DATASET CONTENT: Begin

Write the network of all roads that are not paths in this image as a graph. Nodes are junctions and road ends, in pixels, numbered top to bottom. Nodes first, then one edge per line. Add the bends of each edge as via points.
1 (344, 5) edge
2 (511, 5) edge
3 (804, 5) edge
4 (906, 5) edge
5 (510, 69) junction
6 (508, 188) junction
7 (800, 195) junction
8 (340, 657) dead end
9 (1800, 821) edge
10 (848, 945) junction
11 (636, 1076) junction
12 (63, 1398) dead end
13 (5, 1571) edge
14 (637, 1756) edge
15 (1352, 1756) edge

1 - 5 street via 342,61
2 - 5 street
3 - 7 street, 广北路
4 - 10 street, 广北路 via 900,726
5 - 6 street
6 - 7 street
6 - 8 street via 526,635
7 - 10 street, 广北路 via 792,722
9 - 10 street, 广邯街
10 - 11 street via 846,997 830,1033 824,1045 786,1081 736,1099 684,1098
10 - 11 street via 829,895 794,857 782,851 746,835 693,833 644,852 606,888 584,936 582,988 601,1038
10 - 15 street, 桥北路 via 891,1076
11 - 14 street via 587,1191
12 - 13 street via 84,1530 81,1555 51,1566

DATASET CONTENT: End

--- WORK TASK ---
All of the data above needs to be given again exactly.

--- ANSWER BELOW ---
Write the network of all roads that are not paths in this image as a graph. Nodes are junctions and road ends, in pixels, numbered top to bottom. Nodes first, then one edge per line. Add the bends of each edge as via points.
1 (344, 5) edge
2 (511, 5) edge
3 (804, 5) edge
4 (906, 5) edge
5 (510, 69) junction
6 (508, 188) junction
7 (800, 195) junction
8 (340, 657) dead end
9 (1800, 821) edge
10 (848, 945) junction
11 (636, 1076) junction
12 (63, 1398) dead end
13 (5, 1571) edge
14 (637, 1756) edge
15 (1352, 1756) edge

1 - 5 street via 342,61
2 - 5 street
3 - 7 street, 广北路
4 - 10 street, 广北路 via 900,726
5 - 6 street
6 - 7 street
6 - 8 street via 526,635
7 - 10 street, 广北路 via 792,722
9 - 10 street, 广邯街
10 - 11 street via 846,997 830,1033 824,1045 786,1081 736,1099 684,1098
10 - 11 street via 829,895 794,857 782,851 746,835 693,833 644,852 606,888 584,936 582,988 601,1038
10 - 15 street, 桥北路 via 891,1076
11 - 14 street via 587,1191
12 - 13 street via 84,1530 81,1555 51,1566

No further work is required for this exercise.